____ Records shown

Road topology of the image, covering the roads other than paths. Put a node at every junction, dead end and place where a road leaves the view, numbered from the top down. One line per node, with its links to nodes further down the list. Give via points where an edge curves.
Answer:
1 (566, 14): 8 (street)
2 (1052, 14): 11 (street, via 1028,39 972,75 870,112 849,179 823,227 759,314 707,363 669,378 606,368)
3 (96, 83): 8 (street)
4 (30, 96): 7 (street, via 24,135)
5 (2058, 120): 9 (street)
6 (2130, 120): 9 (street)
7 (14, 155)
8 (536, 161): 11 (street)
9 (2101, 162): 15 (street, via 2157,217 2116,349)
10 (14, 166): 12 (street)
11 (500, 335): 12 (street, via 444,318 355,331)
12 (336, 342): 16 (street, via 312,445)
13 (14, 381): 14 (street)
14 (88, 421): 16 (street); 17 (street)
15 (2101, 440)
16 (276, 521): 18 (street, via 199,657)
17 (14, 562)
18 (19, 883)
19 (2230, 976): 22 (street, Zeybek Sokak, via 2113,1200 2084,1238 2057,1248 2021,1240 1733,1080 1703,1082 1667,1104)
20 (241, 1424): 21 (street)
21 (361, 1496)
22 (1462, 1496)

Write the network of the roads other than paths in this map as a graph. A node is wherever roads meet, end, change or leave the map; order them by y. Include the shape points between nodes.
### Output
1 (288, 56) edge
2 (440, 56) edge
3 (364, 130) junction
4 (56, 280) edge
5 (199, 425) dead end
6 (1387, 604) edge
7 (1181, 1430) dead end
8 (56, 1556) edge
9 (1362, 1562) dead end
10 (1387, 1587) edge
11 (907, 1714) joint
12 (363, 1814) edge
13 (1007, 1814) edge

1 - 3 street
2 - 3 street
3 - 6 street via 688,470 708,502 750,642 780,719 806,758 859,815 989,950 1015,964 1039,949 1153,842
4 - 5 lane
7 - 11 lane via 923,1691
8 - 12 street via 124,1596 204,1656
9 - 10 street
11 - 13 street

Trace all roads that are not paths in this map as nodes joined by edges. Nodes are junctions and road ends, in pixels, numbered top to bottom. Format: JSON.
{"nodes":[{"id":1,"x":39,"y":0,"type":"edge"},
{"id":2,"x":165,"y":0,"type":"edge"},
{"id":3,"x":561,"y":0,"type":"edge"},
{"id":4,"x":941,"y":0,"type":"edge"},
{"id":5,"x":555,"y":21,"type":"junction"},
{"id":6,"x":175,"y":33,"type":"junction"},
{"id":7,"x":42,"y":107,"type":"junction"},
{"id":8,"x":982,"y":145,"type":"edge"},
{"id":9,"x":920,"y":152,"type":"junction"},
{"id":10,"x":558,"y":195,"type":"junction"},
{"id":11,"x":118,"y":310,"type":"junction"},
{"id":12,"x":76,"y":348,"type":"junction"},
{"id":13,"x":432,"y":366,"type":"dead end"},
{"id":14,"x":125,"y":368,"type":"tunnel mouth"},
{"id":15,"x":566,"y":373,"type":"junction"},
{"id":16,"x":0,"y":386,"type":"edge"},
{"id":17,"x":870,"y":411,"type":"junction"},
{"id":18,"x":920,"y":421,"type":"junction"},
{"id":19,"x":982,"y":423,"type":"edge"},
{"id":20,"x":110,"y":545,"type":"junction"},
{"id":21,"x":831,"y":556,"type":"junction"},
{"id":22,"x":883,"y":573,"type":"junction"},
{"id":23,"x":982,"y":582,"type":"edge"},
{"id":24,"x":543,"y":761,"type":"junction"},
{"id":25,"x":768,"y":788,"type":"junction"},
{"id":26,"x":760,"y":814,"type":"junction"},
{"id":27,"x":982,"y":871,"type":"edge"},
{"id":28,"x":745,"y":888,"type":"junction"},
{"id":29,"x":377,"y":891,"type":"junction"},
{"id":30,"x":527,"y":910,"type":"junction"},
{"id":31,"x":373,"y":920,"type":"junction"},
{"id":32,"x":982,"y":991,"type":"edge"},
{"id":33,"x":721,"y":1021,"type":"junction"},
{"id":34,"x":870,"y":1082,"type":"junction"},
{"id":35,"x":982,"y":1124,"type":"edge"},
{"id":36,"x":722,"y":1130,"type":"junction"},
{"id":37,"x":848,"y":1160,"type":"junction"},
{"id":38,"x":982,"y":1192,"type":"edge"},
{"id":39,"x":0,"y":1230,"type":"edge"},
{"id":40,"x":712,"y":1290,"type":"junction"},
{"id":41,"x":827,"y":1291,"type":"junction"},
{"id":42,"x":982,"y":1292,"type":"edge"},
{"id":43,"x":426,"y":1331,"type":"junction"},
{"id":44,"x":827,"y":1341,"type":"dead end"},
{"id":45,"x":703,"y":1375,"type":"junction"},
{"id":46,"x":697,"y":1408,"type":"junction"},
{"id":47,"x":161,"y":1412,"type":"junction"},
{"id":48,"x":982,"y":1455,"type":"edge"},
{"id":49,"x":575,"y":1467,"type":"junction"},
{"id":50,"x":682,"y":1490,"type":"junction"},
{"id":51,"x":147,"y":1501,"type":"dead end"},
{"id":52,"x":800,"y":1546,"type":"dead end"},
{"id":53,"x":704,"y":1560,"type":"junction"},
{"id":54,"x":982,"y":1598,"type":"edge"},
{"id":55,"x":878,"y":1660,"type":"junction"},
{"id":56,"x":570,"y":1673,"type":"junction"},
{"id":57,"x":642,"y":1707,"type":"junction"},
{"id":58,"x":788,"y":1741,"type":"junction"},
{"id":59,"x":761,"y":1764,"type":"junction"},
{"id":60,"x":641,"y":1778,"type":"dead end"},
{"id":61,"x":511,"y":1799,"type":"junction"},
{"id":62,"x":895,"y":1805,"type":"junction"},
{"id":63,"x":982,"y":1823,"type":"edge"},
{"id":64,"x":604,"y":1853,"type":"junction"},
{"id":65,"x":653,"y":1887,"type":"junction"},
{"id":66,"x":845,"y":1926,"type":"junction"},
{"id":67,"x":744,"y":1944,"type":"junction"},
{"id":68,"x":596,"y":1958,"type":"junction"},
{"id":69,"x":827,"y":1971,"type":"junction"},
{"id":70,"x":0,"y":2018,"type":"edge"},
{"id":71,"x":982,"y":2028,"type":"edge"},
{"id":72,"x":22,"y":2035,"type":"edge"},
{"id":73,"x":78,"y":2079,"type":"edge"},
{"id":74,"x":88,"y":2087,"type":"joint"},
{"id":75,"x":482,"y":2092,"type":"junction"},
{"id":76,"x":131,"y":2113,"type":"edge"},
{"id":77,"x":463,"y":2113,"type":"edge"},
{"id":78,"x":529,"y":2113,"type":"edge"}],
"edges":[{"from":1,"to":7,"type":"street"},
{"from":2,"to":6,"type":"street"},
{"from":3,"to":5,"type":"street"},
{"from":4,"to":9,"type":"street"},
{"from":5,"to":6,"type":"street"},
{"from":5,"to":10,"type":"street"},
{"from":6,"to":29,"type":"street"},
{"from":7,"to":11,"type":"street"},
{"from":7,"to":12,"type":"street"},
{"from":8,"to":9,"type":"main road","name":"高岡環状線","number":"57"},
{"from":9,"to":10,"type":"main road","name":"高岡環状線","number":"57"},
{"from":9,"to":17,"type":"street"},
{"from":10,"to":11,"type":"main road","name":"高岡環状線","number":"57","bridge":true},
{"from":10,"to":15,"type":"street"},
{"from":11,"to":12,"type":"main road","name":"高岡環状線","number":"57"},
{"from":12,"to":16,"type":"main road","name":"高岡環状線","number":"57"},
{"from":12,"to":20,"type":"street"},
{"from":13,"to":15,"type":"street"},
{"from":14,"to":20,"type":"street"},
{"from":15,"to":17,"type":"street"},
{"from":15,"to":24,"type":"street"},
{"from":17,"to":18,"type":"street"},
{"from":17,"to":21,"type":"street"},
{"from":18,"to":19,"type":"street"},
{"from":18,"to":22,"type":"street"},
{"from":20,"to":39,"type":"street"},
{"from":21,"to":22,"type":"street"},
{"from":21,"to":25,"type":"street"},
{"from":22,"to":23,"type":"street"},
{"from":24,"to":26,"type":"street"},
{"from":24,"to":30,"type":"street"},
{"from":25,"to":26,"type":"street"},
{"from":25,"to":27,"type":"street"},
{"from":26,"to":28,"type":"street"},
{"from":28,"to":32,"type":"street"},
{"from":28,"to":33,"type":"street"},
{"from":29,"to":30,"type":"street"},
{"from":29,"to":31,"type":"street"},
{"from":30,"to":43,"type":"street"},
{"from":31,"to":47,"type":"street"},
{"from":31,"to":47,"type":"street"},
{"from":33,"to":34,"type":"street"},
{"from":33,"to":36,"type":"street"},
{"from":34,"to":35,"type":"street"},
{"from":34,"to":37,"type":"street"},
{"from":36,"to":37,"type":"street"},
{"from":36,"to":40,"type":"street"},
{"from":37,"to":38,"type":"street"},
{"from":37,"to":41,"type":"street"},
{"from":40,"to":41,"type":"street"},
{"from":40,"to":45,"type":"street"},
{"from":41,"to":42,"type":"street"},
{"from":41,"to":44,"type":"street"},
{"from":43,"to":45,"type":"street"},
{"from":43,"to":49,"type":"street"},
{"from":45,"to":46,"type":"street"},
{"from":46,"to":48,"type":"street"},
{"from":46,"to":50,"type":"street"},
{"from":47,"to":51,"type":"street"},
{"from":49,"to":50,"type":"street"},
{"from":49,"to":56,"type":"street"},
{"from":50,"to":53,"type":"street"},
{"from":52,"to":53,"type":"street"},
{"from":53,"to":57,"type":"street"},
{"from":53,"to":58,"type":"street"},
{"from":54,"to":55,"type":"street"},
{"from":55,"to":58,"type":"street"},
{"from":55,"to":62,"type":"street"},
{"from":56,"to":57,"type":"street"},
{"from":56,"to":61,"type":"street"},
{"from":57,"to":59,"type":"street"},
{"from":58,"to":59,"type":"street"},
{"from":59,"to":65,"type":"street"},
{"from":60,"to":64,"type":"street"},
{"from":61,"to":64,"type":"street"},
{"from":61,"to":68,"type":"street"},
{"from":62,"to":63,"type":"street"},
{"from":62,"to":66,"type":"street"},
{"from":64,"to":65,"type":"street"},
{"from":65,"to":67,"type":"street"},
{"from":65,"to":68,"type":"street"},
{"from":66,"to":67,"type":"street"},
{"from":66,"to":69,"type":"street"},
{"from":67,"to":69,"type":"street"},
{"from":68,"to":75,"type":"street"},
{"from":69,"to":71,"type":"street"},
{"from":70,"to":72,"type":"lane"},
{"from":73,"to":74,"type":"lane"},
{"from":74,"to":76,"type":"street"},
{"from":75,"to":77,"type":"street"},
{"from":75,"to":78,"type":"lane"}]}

________

Pull every line containing "高岡環状線" from the entries above and copy it.

- **The answer**
{"from":8,"to":9,"type":"main road","name":"高岡環状線","number":"57"},
{"from":9,"to":10,"type":"main road","name":"高岡環状線","number":"57"},
{"from":10,"to":11,"type":"main road","name":"高岡環状線","number":"57","bridge":true},
{"from":11,"to":12,"type":"main road","name":"高岡環状線","number":"57"},
{"from":12,"to":16,"type":"main road","name":"高岡環状線","number":"57"},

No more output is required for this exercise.